- What you have to do: Please return all lines from the records below that include the string "Palmeiras".

>>>>

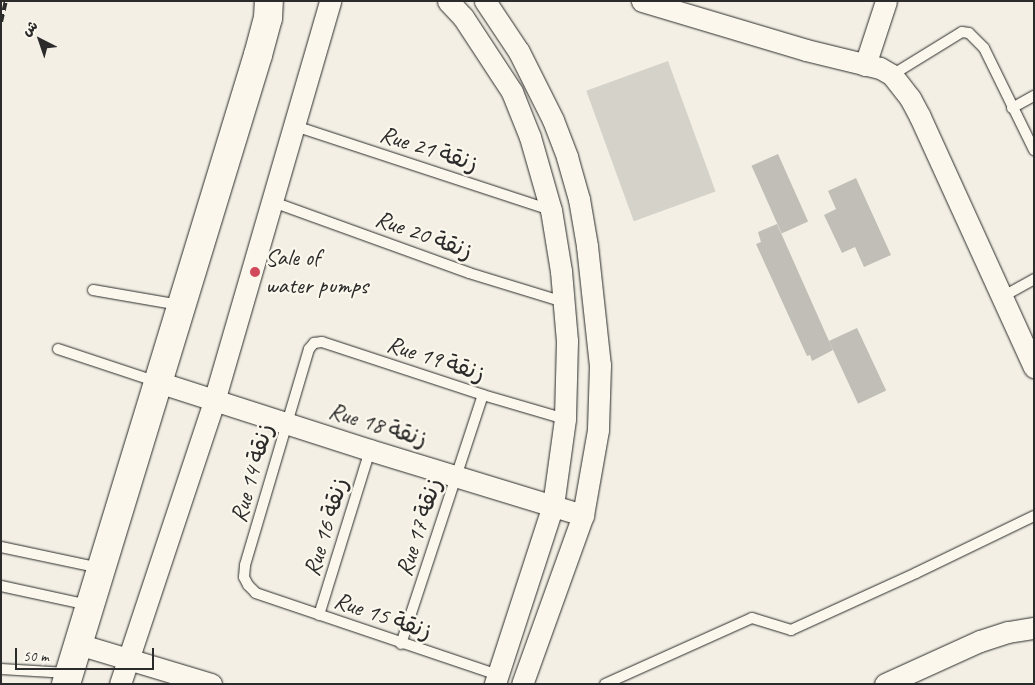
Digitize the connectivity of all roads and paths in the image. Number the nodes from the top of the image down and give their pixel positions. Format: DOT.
graph roads {
  1 [pos="330,1"];
  2 [pos="448,1"];
  3 [pos="485,1"];
  4 [pos="642,1"];
  5 [pos="886,1"];
  6 [pos="271,7"];
  7 [pos="865,65"];
  8 [pos="892,75"];
  9 [pos="1034,96"];
  10 [pos="1012,108"];
  11 [pos="295,126"];
  12 [pos="1034,150"];
  13 [pos="273,202"];
  14 [pos="551,210"];
  15 [pos="1034,279"];
  16 [pos="93,290"];
  17 [pos="1002,297"];
  18 [pos="564,302"];
  19 [pos="182,305"];
  20 [pos="58,349"];
  21 [pos="306,361"];
  22 [pos="1034,367"];
  23 [pos="158,382"];
  24 [pos="483,395"];
  25 [pos="214,401"];
  26 [pos="565,419"];
  27 [pos="287,424"];
  28 [pos="370,450"];
  29 [pos="457,476"];
  30 [pos="553,505"];
  31 [pos="583,515"];
  32 [pos="1034,516"];
  33 [pos="1,547"];
  34 [pos="103,568"];
  35 [pos="1,586"];
  36 [pos="256,593"];
  37 [pos="90,605"];
  38 [pos="319,615"];
  39 [pos="1034,628"];
  40 [pos="78,644"];
  41 [pos="401,644"];
  42 [pos="127,659"];
  43 [pos="1,668"];
  44 [pos="68,678"];
  45 [pos="177,679"];
  46 [pos="497,680"];
  47 [pos="120,684"];
  48 [pos="211,684"];
  49 [pos="522,684"];
  50 [pos="605,684"];
  51 [pos="885,684"];
  1 -- 11 [label="street"];
  2 -- 14 [label="street"];
  3 -- 31 [label="street"];
  4 -- 7 [label="street"];
  5 -- 7 [label="street"];
  6 -- 19 [label="main road"];
  7 -- 8 [label="street"];
  8 -- 10 [label="lane"];
  8 -- 17 [label="street"];
  9 -- 10 [label="lane"];
  10 -- 12 [label="lane"];
  11 -- 13 [label="street"];
  11 -- 14 [label="lane, Rue 21 زنقة"];
  13 -- 18 [label="lane, Rue 20 زنقة"];
  13 -- 25 [label="street"];
  14 -- 18 [label="street"];
  15 -- 17 [label="lane"];
  16 -- 19 [label="lane"];
  17 -- 22 [label="street"];
  18 -- 26 [label="street"];
  19 -- 23 [label="main road"];
  20 -- 23 [label="lane"];
  21 -- 24 [label="lane, Rue 19 زنقة"];
  21 -- 27 [label="lane, Rue 14 زنقة"];
  23 -- 25 [label="street, Rue 18 زنقة"];
  23 -- 34 [label="main road"];
  24 -- 26 [label="lane, Rue 19 زنقة"];
  24 -- 29 [label="lane, Rue 17 زنقة"];
  25 -- 27 [label="street, Rue 18 زنقة"];
  25 -- 42 [label="street"];
  26 -- 30 [label="street"];
  27 -- 28 [label="street, Rue 18 زنقة"];
  27 -- 36 [label="lane, Rue 14 زنقة"];
  28 -- 29 [label="street, Rue 18 زنقة"];
  28 -- 38 [label="lane, Rue 16 زنقة"];
  29 -- 30 [label="street, Rue 18 زنقة"];
  29 -- 41 [label="lane, Rue 17 زنقة"];
  30 -- 31 [label="street, Rue 18 زنقة"];
  30 -- 46 [label="street"];
  31 -- 49 [label="street"];
  32 -- 50 [label="lane"];
  33 -- 34 [label="lane"];
  34 -- 37 [label="main road"];
  35 -- 37 [label="lane"];
  36 -- 38 [label="lane, Rue 15 زنقة"];
  37 -- 40 [label="main road"];
  38 -- 41 [label="lane, Rue 15 زنقة"];
  39 -- 51 [label="street"];
  40 -- 42 [label="street"];
  40 -- 44 [label="main road"];
  41 -- 46 [label="lane, Rue 15 زنقة"];
  42 -- 45 [label="street"];
  42 -- 47 [label="street"];
  43 -- 44 [label="lane"];
  45 -- 48 [label="street"];
}
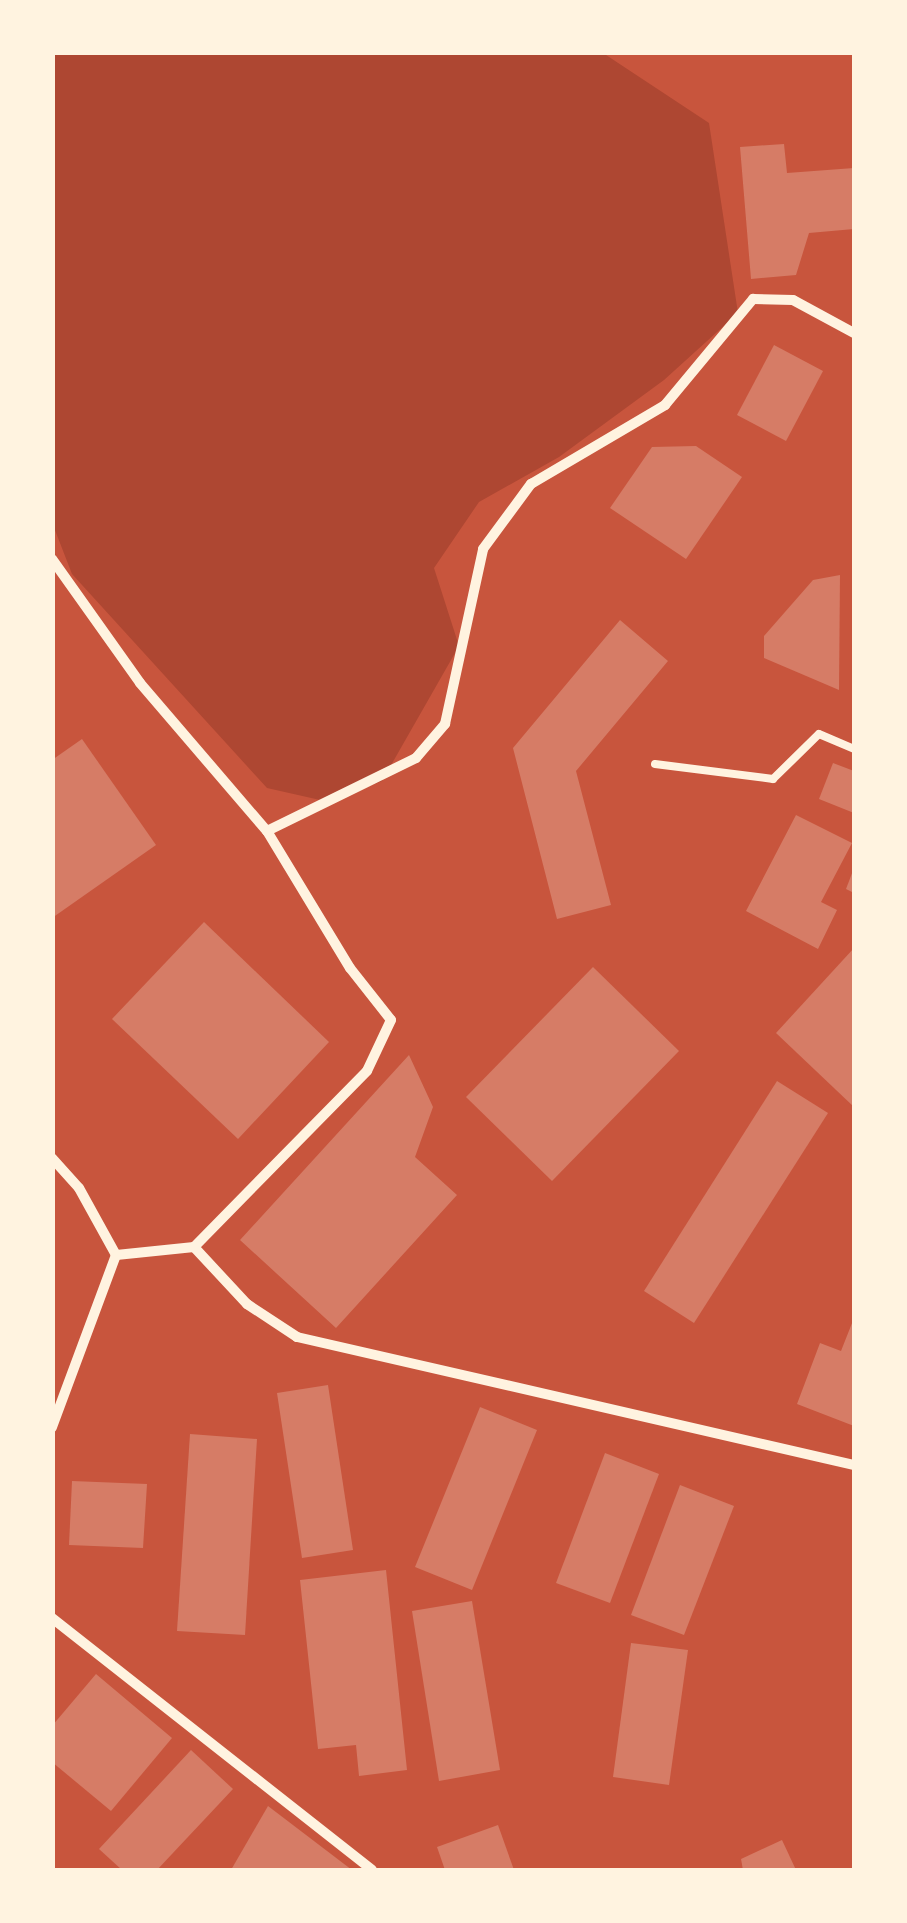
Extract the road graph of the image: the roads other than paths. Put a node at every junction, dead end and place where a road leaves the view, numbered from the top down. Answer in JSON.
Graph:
{"nodes":[{"id":1,"x":854,"y":333,"type":"edge"},
{"id":2,"x":52,"y":559,"type":"edge"},
{"id":3,"x":854,"y":749,"type":"edge"},
{"id":4,"x":654,"y":764,"type":"dead end"},
{"id":5,"x":268,"y":831,"type":"junction"},
{"id":6,"x":52,"y":1158,"type":"edge"},
{"id":7,"x":194,"y":1247,"type":"junction"},
{"id":8,"x":116,"y":1255,"type":"junction"},
{"id":9,"x":52,"y":1426,"type":"edge"},
{"id":10,"x":854,"y":1465,"type":"edge"},
{"id":11,"x":52,"y":1618,"type":"edge"},
{"id":12,"x":372,"y":1870,"type":"edge"}],
"edges":[{"from":1,"to":5,"type":"street"},
{"from":2,"to":5,"type":"street"},
{"from":3,"to":4,"type":"lane"},
{"from":5,"to":7,"type":"street"},
{"from":6,"to":8,"type":"street"},
{"from":7,"to":8,"type":"street"},
{"from":7,"to":10,"type":"street"},
{"from":8,"to":9,"type":"street"},
{"from":11,"to":12,"type":"street"}]}
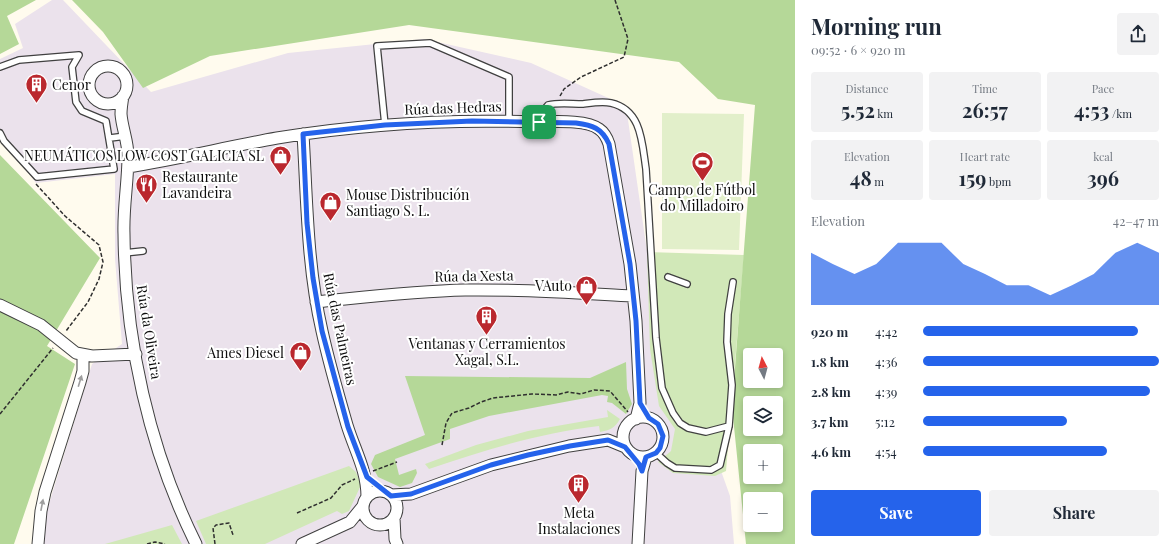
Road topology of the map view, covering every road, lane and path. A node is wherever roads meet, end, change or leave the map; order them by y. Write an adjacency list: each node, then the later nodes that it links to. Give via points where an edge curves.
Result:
1 (615, 0): 5 (path, via 628,40 624,57 604,65 564,89)
2 (0, 67): 13 (lane, via 19,60 79,55 72,67 76,102 82,111 106,121)
3 (123, 96): 4 (street); 4 (street, Rúa da Oliveira, via 127,85 122,72 111,66 98,68 90,78 89,91 97,101); 6 (street, Rúa da Oliveira)
4 (109, 104): 6 (street, Rúa da Oliveira)
5 (559, 104): 8 (lane, via 548,105); 31 (lane, via 610,103 628,111 635,119 646,169 656,338 662,388 673,413 680,423 688,428 706,432)
6 (121, 115): 12 (street, Rúa da Oliveira)
7 (509, 121): 8 (street, Rúa das Hedras); 9 (street, Rúa das Hedras); 9 (lane, via 509,77 430,43 422,42 378,46)
8 (539, 122): 21 (street, Rúa das Hedras, via 589,124 605,134 622,213)
9 (385, 125): 11 (street, Rúa das Hedras)
10 (0, 133): 13 (lane, via 4,142 37,177 114,169)
11 (303, 134): 14 (street, Rúa das Hedras); 22 (street, Rúa das Palmeiras, via 307,223)
12 (127, 136): 13 (lane); 14 (street, Rúa da Oliveira)
13 (110, 138)
14 (128, 167): 17 (street, Rúa da Oliveira)
15 (34, 182): 24 (path, via 65,216 99,245 103,262 99,279 88,302)
16 (143, 251): 17 (lane)
17 (124, 253): 25 (street, Rúa da Oliveira, via 128,310)
18 (668, 277): 20 (lane)
19 (734, 282): 31 (lane, via 728,314 732,385)
20 (687, 284)
21 (633, 296): 22 (street, Rúa da Xesta, via 464,290); 27 (street, Rúa das Hedras)
22 (316, 302): 39 (street, Rúa das Palmeiras, via 336,387)
23 (0, 305): 24 (street, via 41,325)
24 (60, 340): 26 (street, via 76,353); 28 (path)
25 (136, 354): 26 (street); 52 (street, Rúa da Oliveira, via 147,411 161,463)
26 (83, 355): 49 (street, one-way to 26, via 45,492 80,382)
27 (640, 403): 29 (street, Rúa das Hedras); 30 (street, Rúa das Hedras)
28 (0, 414)
29 (649, 418): 30 (street); 36 (street, Rúa das Hedras, via 658,424 663,436 660,448)
30 (634, 420): 32 (street, Rúa das Hedras); 34 (path, via 610,391 493,398 452,413 446,423)
31 (729, 426): 36 (lane, via 723,458 720,465 711,470 675,468)
32 (624, 431): 33 (street); 35 (street, via 623,442)
33 (608, 440): 35 (street); 41 (street, via 570,446 491,465)
34 (442, 445)
35 (629, 450): 36 (street, via 637,457); 38 (street)
36 (651, 455): 38 (street, Rúa das Hedras)
37 (398, 462): 39 (path)
38 (642, 471): 55 (street, Rúa das Hedras)
39 (366, 475): 40 (street, Rúa das Palmeiras); 42 (street, Rúa das Palmeiras); 43 (path, via 342,485 331,498)
40 (387, 494): 41 (street); 42 (street, via 375,492); 44 (street, via 396,505)
41 (411, 494): 44 (street)
42 (365, 502): 45 (street); 46 (street, via 364,515)
43 (297, 513)
44 (395, 514): 46 (street, via 390,522); 48 (street)
45 (350, 522): 46 (street); 54 (street)
46 (376, 524): 48 (street)
47 (233, 535): 53 (path, via 228,523 216,525 213,528)
48 (396, 541)
49 (38, 544)
50 (147, 544): 51 (path)
51 (166, 544)
52 (196, 544)
53 (215, 544)
54 (302, 544)
55 (638, 544)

<<<<

- Exercise answer:
11 (303, 134): 14 (street, Rúa das Hedras); 22 (street, Rúa das Palmeiras, via 307,223)
22 (316, 302): 39 (street, Rúa das Palmeiras, via 336,387)
39 (366, 475): 40 (street, Rúa das Palmeiras); 42 (street, Rúa das Palmeiras); 43 (path, via 342,485 331,498)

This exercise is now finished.